Content starts

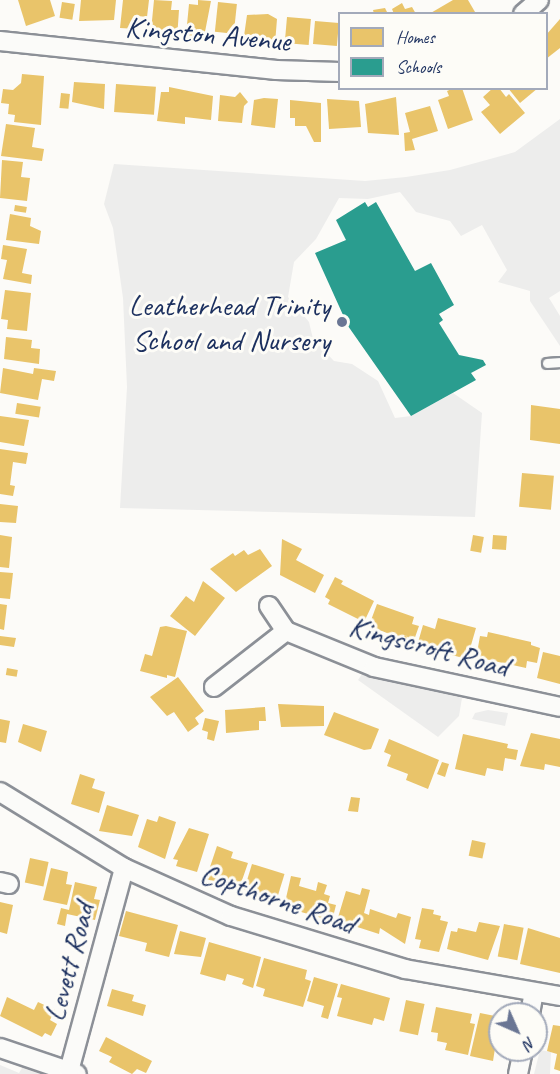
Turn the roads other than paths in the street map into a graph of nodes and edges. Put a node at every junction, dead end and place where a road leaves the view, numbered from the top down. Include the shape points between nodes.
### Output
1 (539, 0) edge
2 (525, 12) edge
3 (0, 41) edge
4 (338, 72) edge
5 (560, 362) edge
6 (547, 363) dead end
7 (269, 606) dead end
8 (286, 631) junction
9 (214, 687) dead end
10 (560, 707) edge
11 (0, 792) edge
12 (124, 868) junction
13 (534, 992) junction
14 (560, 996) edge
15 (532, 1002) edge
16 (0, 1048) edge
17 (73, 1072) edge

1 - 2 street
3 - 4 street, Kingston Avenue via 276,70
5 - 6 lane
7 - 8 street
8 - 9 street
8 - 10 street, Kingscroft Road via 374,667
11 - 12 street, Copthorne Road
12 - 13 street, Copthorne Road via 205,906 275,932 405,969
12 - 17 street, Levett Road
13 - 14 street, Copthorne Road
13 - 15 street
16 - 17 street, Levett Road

Content ends

Would you write each entry out again exactly, omitting the images?

Turn the roads other than paths in the street map into a graph of nodes and edges. Put a node at every junction, dead end and place where a road leaves the view, numbered from the top down. Include the shape points between nodes.
### Output
1 (539, 0) edge
2 (525, 12) edge
3 (0, 41) edge
4 (338, 72) edge
5 (560, 362) edge
6 (547, 363) dead end
7 (269, 606) dead end
8 (286, 631) junction
9 (214, 687) dead end
10 (560, 707) edge
11 (0, 792) edge
12 (124, 868) junction
13 (534, 992) junction
14 (560, 996) edge
15 (532, 1002) edge
16 (0, 1048) edge
17 (73, 1072) edge

1 - 2 street
3 - 4 street, Kingston Avenue via 276,70
5 - 6 lane
7 - 8 street
8 - 9 street
8 - 10 street, Kingscroft Road via 374,667
11 - 12 street, Copthorne Road
12 - 13 street, Copthorne Road via 205,906 275,932 405,969
12 - 17 street, Levett Road
13 - 14 street, Copthorne Road
13 - 15 street
16 - 17 street, Levett Road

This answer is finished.